Yes, I was angry last night at xMM's W with her email, but I understand her pain. But I did nothing and will continue to do nothing. Silence is my stance.
I am hoping that it was a one time email from xMM's W. If she pursues it further, it will be a rough go for everyone.
Yes, because of fear of H learning about the second time around and because I wanted to stop the A cycle and not go for round three, I did all that xMM's W asked of me. I apologized on the phone, in person, answered every uncomfortable question knowing she had verbal ammunition to take to my H. I hoped she wouldn't go to my H and still hope for that. If that was her intention to let my H know, I wish she would've done it a few months ago. Opening things up now might be worse, but I don't have any control over her decisions.
It has been a rough week for me. For 90 days I pushed myself into MY LIFE, took it back, reinvested in my H and my family. I thought less and less of xMM and then when I learned he was coming back to my place of work, many, many thoughts of him consumed me these last few days.
Surprisingly they were not thoughts of the 'blissful times in the A' but more of anger, frustration, disappointment, remorse. My mind could not get past all those issues and go to the happy side of the A like I once could do when I needed an emotional fix. I am grateful I don't need that crutch anymore.
I am bothered that thoughts of xMM occupied my mind last few days, but it is a process in the healing of me. I had thoughts of wanting to confront xMM and ask questions, perhaps still wanting some explanation but always told myself, "why, what is the point? What can he say that will make it better, have any different outcome. There is nothing he can say, so words don't need to be exchanged. Closure comes from ME. I also thought all the hard work I put into the last 97 days would diminish in an instant. NO WAY do I want that to happen!
I will work through it, I will make adjustments at work and carry on.
MovingON
MovingON
I will not be swayed...
She has no right to pursue it with an H that is not even in the loop and that she agreed not to contact when MO met up with her....
SHE has broken NC..... there was an uneasy truce..... thats how it should have stayed
New Choices, New Chapter,
New Challenges,
Okay, not to beat a dead horse, but NC brings up a good point.
xMM's W did agree not to contact my H if I met with her, answered questions, etc. She said she would not contact my H and asked me never to contact her H again. I have not once faltered in my end of the bargain.
I also believe NC is right too, in that if she wanted to hurt me, get revenge, tell my H she should've done it in May or early June, and not start now.
Let's HOPE for everyone's sake it is just a ONE TIME email stating the fact her H returned back to my place of work and nothing more.
MovingON
MovingON
Clarity,
Yeah, I messed up by having the A. I was wrong, I did it twice. Now, I'm hoping my H doesn't get hurt by my actions. He doesn't deserve it and neither do my kids.
Management extended the offer for xMM to come back to work. It's a job for benefits and no where else I know can you work less than ten hours a week and get full benefits for your family without paying a dime out of your pocket.

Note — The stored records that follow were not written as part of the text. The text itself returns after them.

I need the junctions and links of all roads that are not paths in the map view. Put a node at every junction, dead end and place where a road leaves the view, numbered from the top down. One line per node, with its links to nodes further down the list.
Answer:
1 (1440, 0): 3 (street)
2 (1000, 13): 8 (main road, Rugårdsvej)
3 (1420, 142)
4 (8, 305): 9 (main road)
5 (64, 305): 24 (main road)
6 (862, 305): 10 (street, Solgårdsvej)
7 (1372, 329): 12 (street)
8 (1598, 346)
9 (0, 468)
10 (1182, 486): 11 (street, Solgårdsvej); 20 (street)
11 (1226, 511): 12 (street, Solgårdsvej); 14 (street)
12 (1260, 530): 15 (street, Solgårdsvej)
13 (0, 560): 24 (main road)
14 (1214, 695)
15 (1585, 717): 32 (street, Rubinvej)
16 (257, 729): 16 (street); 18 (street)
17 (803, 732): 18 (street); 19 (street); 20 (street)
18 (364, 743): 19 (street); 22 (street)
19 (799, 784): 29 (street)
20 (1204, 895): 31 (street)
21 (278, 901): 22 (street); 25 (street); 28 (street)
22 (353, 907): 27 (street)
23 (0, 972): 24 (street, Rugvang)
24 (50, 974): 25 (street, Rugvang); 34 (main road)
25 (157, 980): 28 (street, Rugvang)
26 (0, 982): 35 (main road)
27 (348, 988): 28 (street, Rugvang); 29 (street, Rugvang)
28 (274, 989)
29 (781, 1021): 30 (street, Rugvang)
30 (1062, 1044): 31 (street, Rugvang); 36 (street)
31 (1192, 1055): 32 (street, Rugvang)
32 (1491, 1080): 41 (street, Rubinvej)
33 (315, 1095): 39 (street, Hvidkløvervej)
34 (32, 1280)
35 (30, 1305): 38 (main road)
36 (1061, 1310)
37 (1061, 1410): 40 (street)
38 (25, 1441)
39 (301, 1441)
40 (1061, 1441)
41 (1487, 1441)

That being said, as union steward I work for all of our employees. I had seven ppl go on permanent layoff and lose their benefits and have to pay over $1100 a month for them. I fought management when they used double-shifters, had management doing hourly jobs, told the all seven laid off employees how to keep reminding management of their job skills by sending emails and making phone calls. Through perseverance, attrition, and two promotions made way for these two people to come back to work. Management told me none of those seven ppl would ever be back and if we could get them back, only ONE spot. I was elected union steward three years. It's a flippin thankless, unpaid job with a lot of grief. Everyweek I work with employees and management on grievances.
We have two shifts. In June I emailed xMM's wife with this information how to keep fighting for the job, not xMM, and she sent email back and appreciated my help. I also stated that perhaps it might be easier for all concerned if/when xMM got back to work he would transfer to the AM shift. That is done fairly easily.
Well, xMM is back on the PM shift, my shift. It was his choice and xMM's W choice to have him come back to work, have him come back to the PM shift. If it is such a problem for them, one he should've never come back to work or pushed to work on the AM shift.
I was wrong in the A, and so was he. You said there are three other people that are involved in this situation and one of them being xMM. He could've NOT come back to work, his choice. I had no control over that.....his right to refuse. Maybe that's what he should've done.
MovingON
MovingON
Apparently, and strangely enough for them, it isn't a problem...it's become a problem for you...perhaps not, because your husband hasn't really picked up on things.
Hey Clarity,
Perhaps you're right its not a problem for xMM and his W, but if it wasn't, why email my H? Why not let it go? Who knows.
It could be a problem for me if xMM's W will continue to contact my H. I have blocked and reblocked my cell and his to all their numbers and perhaps that is why she choose an email. Again, who knows.
I am laying low, as Bodhi says, EAS is my operator. Not doing anything. Silence. I can wait. I am learning the art of patience.
You are right in pointing out how we want things to work out aren't always the same as BS.
MovingON
MovingON
Just my two cents.
Sorry, I didn't get your message...because I was in the process of composing mine :)
((HIGS))
"You can clutch the past so tightly to your chest that it leaves your arms too full to embrace the present"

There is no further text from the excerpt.